National Review, Sept 9, 1991 by David Martin

This is very serious, because it encourages liberal moral education to turn away from the demanding disciplines of virtue to the seductively easy acquisition of nice attitudes, especially attitudes toward victimage. After all, the vast majority of humankind has a claim to victimage and so to non-responsibility and the unlimited credit line. This status is especially useful if we are about to set up as oppressors on our own account. The history (and misleading name) of Liberia is a terrible warning. As for the consequences for whatever it is that "makes people good," these are pretty clear. We can face down the requirements of virtue by citing our status as victims and telling our hard-luck story. Even Saddam Hussein tried it.
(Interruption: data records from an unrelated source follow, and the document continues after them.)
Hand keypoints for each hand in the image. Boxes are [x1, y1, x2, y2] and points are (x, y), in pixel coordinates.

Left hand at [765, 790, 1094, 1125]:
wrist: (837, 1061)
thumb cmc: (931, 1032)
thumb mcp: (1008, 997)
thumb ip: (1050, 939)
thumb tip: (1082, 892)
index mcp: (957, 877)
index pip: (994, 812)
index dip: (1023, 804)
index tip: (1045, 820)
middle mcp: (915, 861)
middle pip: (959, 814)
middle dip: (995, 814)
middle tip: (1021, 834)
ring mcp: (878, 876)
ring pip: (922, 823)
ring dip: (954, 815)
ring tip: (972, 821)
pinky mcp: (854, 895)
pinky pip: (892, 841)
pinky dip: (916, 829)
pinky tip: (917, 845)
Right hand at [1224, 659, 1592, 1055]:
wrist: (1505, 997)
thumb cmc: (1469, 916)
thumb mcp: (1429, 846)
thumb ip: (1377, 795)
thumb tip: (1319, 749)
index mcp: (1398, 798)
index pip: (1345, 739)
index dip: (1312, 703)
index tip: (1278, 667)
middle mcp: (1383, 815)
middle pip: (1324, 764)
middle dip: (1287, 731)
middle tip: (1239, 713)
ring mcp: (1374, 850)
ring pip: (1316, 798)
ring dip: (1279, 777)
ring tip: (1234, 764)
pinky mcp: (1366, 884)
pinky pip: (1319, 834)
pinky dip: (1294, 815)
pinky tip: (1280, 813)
But supposing we repudiate the moral license granted by this credit line, and also know perfectly well that goodness doesn't come naturally or even in any straightforward way by social rearrangements, how do we devise a modest proposal for its modest encouragement? Modest, of course, it has to be, since we must never go beyond the marginal improvement of the "average sensual man." Sanctity and heroism must be left to heaven. To help make people good, or (better) to help them to "make good," is first of all to diminish any gross advantages accruing to greed and malice. That requires, as a necessary though far from sufficient condition, the firm exercise of authority and the deployment of fear-that is, sanctions. No civil or civilized society significantly larger than Tristan da Cunha can exist without the exercise of authority, meaning a graduated distribution of executive power.
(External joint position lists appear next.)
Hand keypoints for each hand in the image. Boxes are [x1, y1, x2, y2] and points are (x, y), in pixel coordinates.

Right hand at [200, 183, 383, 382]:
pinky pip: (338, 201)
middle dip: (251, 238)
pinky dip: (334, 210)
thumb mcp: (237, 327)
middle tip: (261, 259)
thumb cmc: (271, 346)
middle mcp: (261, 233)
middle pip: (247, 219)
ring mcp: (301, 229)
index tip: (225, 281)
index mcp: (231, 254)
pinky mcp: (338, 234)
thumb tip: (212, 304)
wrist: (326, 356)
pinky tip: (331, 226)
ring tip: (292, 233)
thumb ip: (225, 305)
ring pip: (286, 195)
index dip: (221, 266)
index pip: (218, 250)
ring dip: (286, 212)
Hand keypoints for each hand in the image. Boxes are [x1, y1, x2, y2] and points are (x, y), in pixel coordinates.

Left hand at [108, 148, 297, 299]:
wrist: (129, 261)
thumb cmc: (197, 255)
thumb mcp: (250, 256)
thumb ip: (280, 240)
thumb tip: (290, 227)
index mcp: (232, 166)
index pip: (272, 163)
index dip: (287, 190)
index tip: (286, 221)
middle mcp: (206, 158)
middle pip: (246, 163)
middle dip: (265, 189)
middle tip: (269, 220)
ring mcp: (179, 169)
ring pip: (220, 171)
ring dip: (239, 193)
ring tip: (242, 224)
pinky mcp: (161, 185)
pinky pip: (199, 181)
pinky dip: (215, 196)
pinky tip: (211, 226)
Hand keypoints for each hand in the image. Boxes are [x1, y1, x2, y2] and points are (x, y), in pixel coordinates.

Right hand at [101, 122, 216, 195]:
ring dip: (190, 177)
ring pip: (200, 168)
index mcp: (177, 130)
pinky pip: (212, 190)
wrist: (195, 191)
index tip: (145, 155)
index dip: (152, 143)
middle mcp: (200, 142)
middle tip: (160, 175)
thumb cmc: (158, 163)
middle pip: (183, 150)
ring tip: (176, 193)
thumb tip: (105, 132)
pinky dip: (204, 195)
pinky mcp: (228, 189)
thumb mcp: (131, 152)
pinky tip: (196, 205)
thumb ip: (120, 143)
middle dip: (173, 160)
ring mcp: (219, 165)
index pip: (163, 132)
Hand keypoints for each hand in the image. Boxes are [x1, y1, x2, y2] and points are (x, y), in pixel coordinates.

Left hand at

In one sense this is too obvious to mention, but it is necessary to do so because the obvious is strictly unmentionable according to the contemporary Index of Prohibited Concepts and Words. Even if everyone in civilized society knows that civilized society depends on authority and sanctions, civilized society does not allow this to be said. This is a serious restriction (and a patent misuse of authority and sanctions) because it encourages social science to avoid serious analyses of taboo areas, and because what is not allowed to be said often hamstrings what has to be done, or ensures that what is done comes too little and too late.
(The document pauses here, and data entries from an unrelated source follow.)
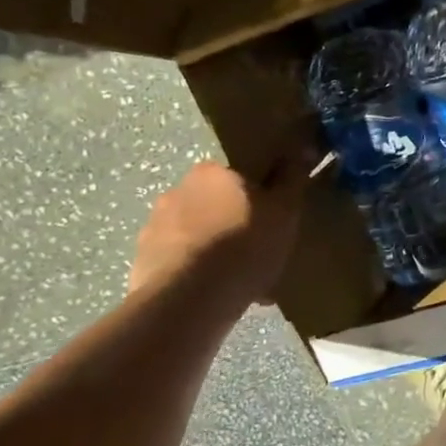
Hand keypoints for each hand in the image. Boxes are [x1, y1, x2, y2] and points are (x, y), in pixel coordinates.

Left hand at [128, 154, 308, 308]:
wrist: (189, 300)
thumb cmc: (244, 245)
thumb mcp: (284, 209)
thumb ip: (293, 176)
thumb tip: (304, 145)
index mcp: (211, 172)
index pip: (238, 177)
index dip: (257, 198)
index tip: (271, 220)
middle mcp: (177, 191)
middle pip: (215, 204)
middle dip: (233, 224)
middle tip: (258, 252)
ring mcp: (154, 228)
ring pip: (196, 235)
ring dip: (214, 251)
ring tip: (240, 282)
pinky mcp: (142, 263)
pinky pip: (180, 264)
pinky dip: (198, 275)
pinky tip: (218, 297)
The underlying problem is the high-minded feeling that these necessary conditions for people to "make good" are not good enough. Put it another way: since authority has in the past been an engine to promote every kind of oppression, it is somehow impolite to notice that it is also an unavoidable requirement for the promotion of goodness. The goods of liberty and equality, for instance, are specifically dependent on the exercise of authority, and indeed the proponents of equality demand deployments of authority and fear far beyond what is proposed here. The logical extension of their aims is Hoxha's Albania, where even clothing was equalized and made "uniform" by fiat. What T propose is only a limited but secure exercise of authority in home, school, and society, to ensure an open social space for the disposition to good and a more restricted space for the disposition to ill.